_RECORD EXCERPTS_
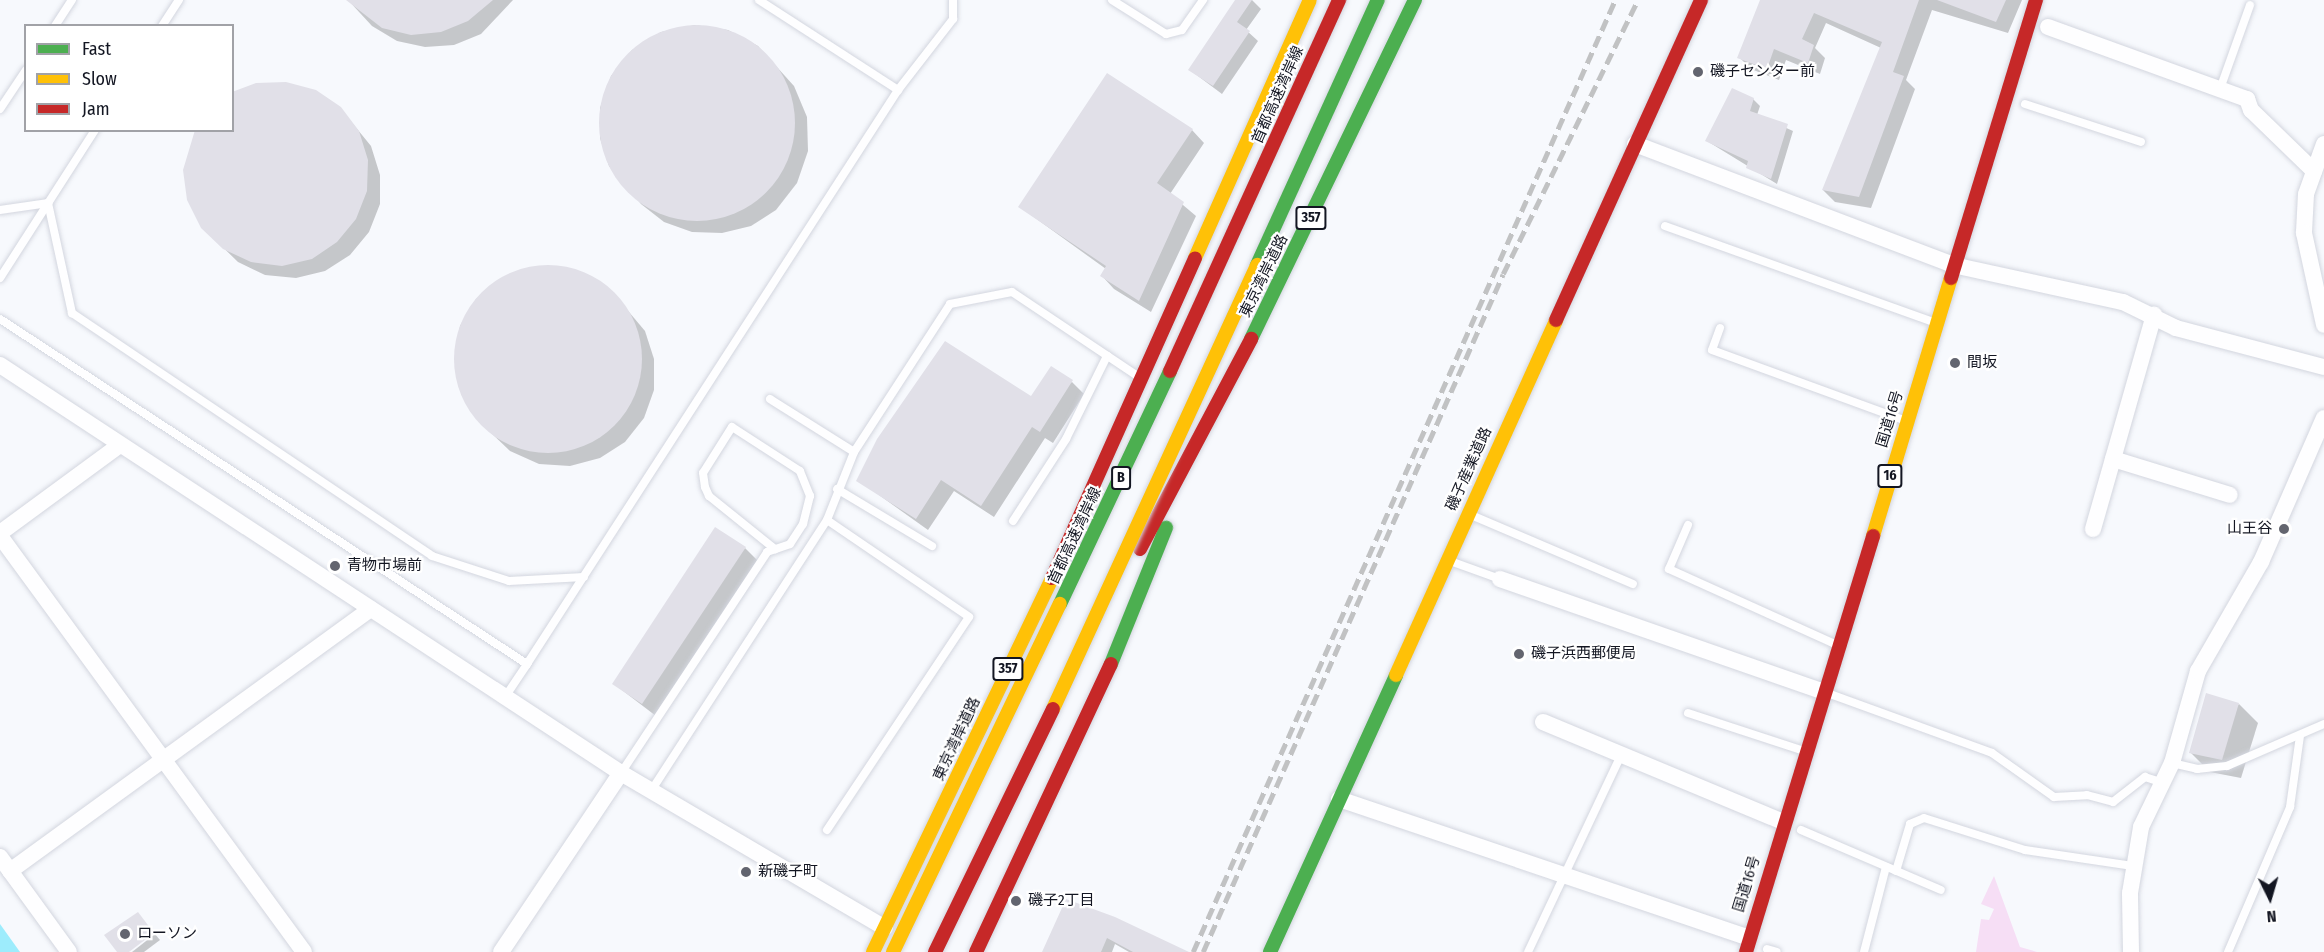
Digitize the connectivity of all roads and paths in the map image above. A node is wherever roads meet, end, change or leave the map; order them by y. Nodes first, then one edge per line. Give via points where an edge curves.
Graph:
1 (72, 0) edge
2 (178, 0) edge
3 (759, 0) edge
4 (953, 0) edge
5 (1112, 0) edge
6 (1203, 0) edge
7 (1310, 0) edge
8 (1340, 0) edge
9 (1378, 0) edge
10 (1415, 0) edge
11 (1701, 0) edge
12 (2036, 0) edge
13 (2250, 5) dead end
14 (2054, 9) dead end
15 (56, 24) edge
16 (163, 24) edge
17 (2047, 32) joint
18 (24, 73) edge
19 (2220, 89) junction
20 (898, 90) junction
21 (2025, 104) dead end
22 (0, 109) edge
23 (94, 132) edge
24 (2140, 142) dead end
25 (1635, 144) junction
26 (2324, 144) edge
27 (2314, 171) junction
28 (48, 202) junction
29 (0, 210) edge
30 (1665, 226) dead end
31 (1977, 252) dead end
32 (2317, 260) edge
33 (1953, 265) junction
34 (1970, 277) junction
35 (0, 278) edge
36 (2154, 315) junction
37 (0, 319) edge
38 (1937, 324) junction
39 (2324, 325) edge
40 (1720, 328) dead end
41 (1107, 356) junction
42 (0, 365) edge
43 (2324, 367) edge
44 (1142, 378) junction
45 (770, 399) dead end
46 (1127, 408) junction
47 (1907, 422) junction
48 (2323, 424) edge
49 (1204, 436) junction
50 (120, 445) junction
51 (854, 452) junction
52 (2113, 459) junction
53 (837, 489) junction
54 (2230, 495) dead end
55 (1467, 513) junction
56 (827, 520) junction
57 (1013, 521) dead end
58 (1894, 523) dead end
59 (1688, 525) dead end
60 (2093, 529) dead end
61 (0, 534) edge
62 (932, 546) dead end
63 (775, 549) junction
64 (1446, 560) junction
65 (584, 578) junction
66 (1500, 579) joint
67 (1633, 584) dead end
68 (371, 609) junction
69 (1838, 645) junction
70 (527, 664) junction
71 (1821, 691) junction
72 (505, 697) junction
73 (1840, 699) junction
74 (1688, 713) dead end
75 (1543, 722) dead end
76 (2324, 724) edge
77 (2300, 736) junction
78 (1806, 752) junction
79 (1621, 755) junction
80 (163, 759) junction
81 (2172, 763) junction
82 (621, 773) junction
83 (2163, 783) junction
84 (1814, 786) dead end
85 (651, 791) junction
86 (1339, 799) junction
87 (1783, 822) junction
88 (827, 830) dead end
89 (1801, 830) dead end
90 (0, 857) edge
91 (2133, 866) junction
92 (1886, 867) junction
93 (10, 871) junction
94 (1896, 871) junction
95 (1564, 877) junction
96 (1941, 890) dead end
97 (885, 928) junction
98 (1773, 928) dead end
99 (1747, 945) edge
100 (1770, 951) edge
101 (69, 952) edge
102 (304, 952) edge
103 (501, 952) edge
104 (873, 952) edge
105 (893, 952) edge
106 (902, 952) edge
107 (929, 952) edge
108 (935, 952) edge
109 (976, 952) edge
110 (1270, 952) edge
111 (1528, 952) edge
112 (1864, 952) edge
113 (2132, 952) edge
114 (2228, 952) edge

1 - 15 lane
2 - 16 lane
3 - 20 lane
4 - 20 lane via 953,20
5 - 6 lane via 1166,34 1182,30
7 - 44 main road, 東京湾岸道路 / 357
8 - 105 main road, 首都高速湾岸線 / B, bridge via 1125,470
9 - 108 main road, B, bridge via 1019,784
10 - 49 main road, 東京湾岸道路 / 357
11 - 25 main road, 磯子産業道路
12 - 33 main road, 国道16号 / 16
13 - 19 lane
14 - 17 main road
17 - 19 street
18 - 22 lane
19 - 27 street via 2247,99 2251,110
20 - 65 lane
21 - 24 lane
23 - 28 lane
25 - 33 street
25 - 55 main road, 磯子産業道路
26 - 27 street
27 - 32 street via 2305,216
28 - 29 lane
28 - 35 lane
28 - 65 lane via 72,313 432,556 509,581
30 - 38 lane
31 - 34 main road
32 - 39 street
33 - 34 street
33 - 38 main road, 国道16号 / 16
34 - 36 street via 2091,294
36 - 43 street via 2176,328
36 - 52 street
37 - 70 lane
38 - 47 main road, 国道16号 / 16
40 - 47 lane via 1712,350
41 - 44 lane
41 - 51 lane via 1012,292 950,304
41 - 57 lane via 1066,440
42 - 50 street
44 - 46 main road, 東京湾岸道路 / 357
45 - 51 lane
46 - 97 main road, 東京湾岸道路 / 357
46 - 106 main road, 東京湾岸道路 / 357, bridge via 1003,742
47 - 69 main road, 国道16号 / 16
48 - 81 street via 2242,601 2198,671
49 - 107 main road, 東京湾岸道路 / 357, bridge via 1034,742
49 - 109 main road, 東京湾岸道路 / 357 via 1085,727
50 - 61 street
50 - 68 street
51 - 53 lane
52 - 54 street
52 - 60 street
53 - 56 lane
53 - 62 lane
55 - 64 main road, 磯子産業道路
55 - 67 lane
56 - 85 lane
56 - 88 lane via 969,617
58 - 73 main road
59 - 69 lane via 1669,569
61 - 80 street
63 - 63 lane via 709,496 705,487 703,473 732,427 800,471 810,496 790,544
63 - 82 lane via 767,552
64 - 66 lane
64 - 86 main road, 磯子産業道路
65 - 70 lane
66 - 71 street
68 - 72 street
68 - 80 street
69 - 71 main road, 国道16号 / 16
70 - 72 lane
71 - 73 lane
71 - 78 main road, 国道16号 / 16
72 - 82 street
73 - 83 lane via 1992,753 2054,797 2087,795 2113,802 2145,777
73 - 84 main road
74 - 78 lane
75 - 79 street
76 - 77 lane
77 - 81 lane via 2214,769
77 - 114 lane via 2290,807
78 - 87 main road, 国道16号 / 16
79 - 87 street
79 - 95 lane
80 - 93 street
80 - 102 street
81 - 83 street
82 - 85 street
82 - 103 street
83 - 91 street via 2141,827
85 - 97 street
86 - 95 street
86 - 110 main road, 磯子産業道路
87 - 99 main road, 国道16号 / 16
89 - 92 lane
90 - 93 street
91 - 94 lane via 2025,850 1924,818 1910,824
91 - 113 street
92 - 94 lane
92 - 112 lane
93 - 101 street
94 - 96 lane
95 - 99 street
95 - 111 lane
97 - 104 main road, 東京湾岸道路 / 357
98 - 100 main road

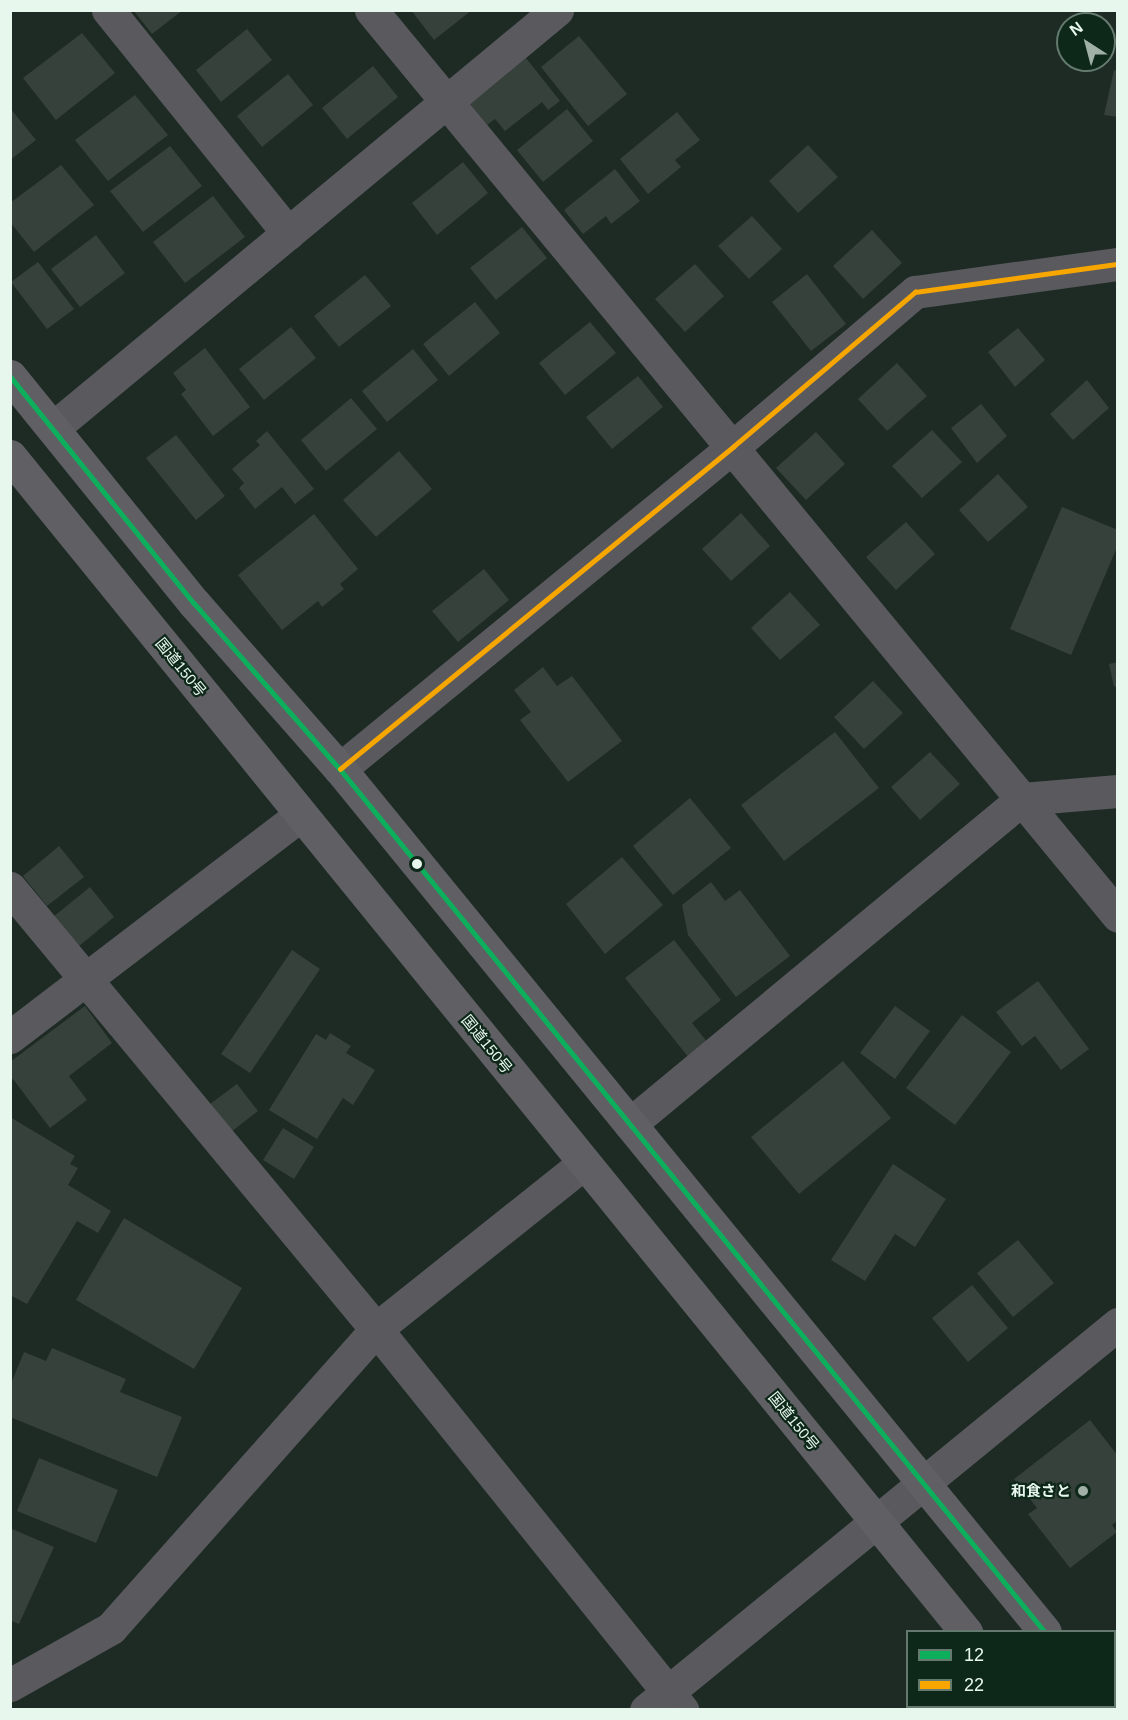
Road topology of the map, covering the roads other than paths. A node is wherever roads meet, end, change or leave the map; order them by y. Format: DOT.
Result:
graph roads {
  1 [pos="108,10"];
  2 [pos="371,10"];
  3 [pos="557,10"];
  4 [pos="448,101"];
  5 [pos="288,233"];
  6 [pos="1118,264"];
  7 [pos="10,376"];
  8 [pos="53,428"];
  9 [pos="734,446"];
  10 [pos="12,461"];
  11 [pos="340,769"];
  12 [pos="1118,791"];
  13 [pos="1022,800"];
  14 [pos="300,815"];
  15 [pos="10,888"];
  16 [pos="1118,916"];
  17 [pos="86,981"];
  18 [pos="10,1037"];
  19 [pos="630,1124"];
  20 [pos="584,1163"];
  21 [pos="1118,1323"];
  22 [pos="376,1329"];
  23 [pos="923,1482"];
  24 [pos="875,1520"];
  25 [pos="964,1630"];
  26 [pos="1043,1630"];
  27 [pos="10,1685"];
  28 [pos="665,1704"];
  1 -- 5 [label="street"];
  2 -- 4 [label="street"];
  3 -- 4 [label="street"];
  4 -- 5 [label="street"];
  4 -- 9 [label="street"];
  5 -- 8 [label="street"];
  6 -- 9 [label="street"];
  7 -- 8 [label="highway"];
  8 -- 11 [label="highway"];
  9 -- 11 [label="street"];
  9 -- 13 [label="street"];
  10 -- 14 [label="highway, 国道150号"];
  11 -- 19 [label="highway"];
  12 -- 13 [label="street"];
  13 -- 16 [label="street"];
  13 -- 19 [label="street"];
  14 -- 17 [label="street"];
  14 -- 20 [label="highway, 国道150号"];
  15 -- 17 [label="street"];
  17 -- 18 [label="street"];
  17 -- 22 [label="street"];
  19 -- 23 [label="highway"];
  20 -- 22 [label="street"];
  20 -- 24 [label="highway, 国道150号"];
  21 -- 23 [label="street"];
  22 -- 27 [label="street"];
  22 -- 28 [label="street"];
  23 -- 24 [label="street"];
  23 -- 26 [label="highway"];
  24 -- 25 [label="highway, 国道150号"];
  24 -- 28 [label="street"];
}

_WHAT YOU SHOULD DO_
Where a line in the records above contains the string "磯子産業道路", copy that line.

_TASK OUTPUT_
11 - 25 main road, 磯子産業道路
25 - 55 main road, 磯子産業道路
55 - 64 main road, 磯子産業道路
64 - 86 main road, 磯子産業道路
86 - 110 main road, 磯子産業道路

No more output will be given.